Foto cortesía de Juan David Montoya
Hubo un tiempo —lo juro por los surcos y los soles— en que los alimentos eran
sagrados.
Se partía el pan con las manos abiertas y el alma despierta.
Se murmuraba una oración o un silencio.
El primer bocado no iba a la boca, iba al altar.
Hoy, no.
Hoy comemos como quien saquea, no como quien agradece.
Los alimentos, otrora bendición, se han vuelto sospechosos.
Enemigos invisibles que se deslizan por nuestras gargantas envueltos en culpa y
etiquetas: sin azúcar, sin grasa, sin alma.
Le tememos al cerdo pero no al desprecio con que lo tratamos.
Huimos del colesterol, no del olvido.
Hemos olvidado ofrecer su carne, agradecer su cuerpo, mirar a los ojos del animal
antes del sacrificio. Matamos sin ritual, comemos sin duelo, y luego tragamos
químicos para redimir el pecado que no confesamos.

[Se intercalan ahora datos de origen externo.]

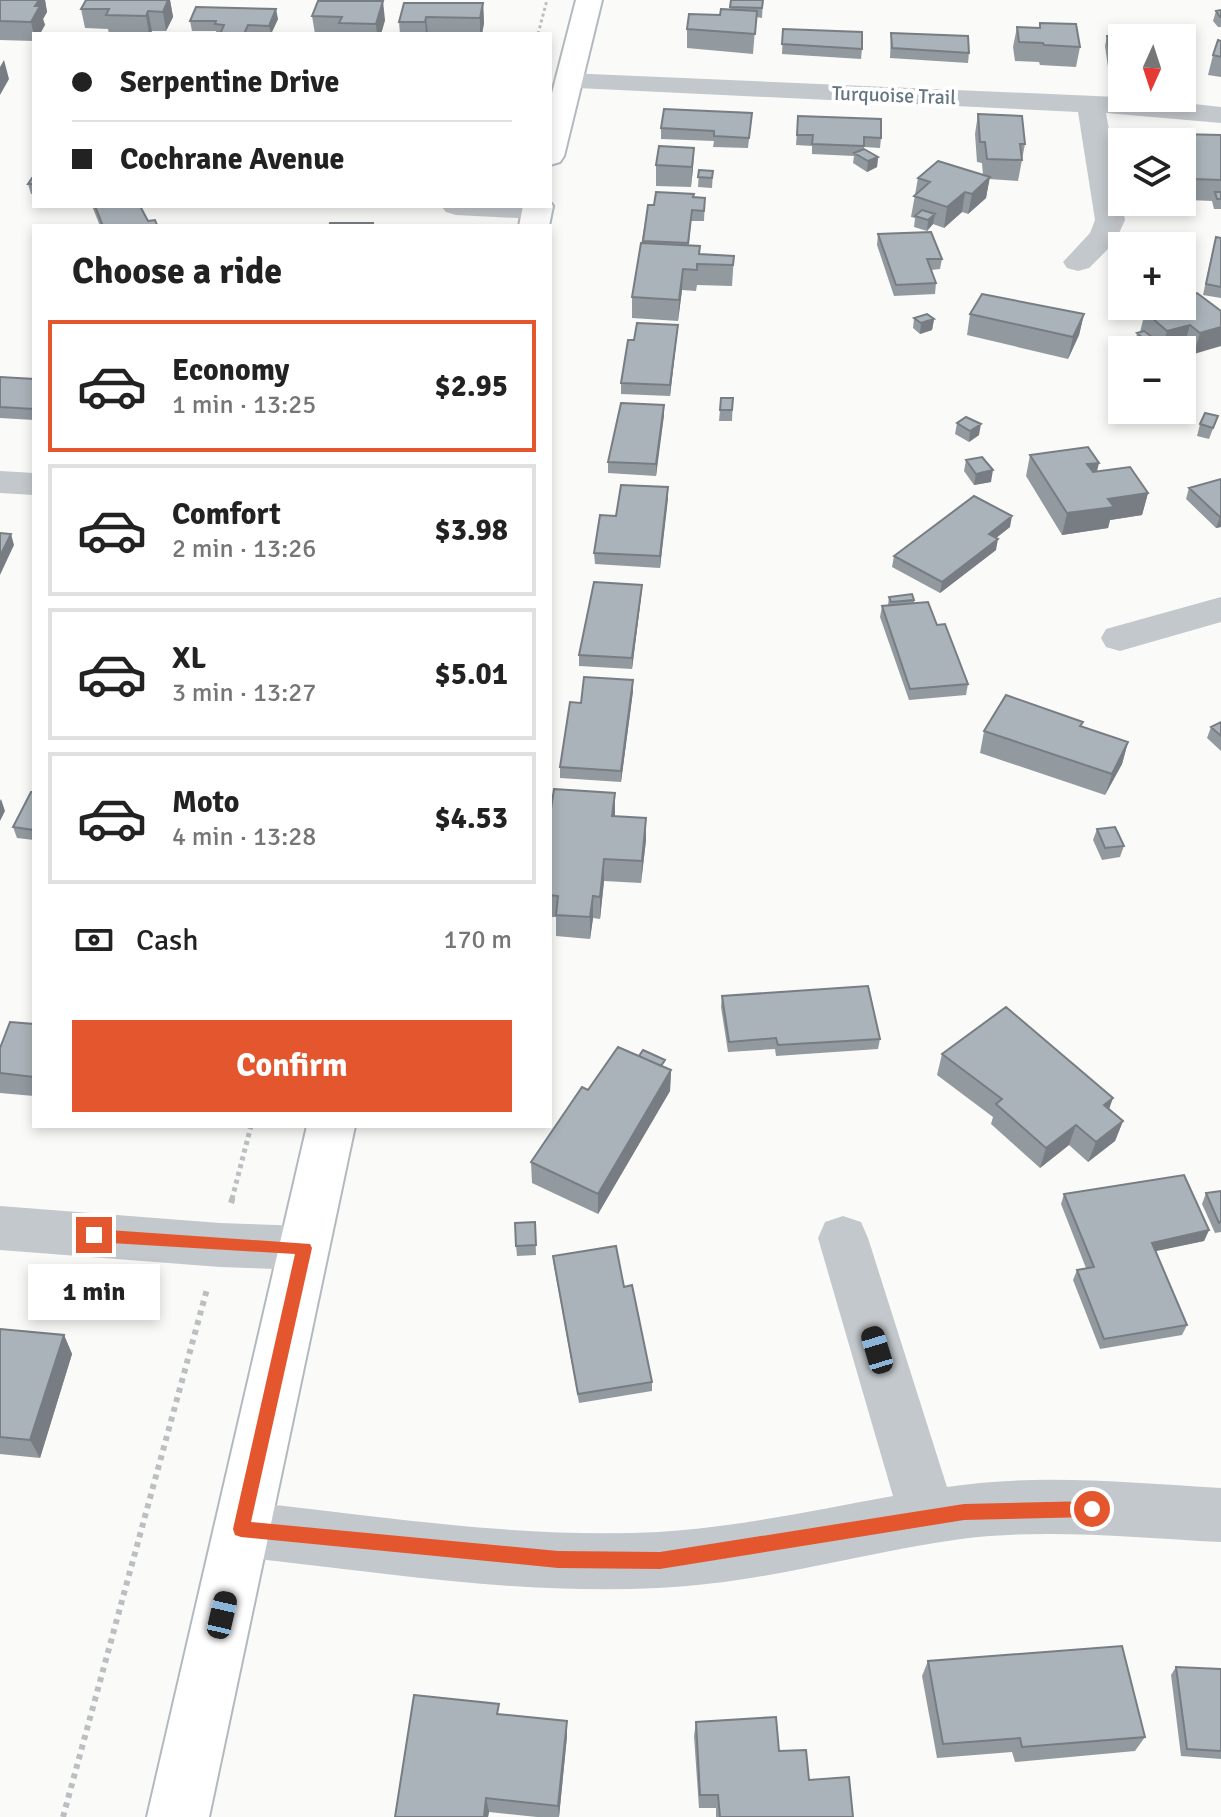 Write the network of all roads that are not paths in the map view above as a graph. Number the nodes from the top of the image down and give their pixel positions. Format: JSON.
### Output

Nos sentamos frente a pantallas, no frente a mesas.
Masticamos de afán, con el corazón exiliado.
Ni miramos el pan: lo damos por hecho, como si el trigo nos debiera algo,
como si no hubiésemos sido nosotros los que nos encorvamos primero,
quienes domesticamos la tierra y, al hacerlo, nos volvimos esclavos de ella.
Maldecimos el gluten como si el trigo nos hubiera traicionado,
como si no hubiéramos pactado con él desde los albores del arado,
cuando nos rendimos al surco y a la cosecha.
Olvidamos que fue el trigo quien nos hizo pueblo y nosotros, ingratos, lo
devolvemos al campo como un enemigo.
El agua, que antes bajaba danzando de la montaña,
hoy viene por tubos, atada, comprimida, sin memoria,
como un animal domesticado demasiado tiempo.
Le decimos: "No corras", y cuando no corre, la vendemos.
Agua que no has de beber, embotéllala.
Haz negocio. Haz plástico. Haz sed.
Y así, uno a uno, los dones del mundo se volvieron sospechosos.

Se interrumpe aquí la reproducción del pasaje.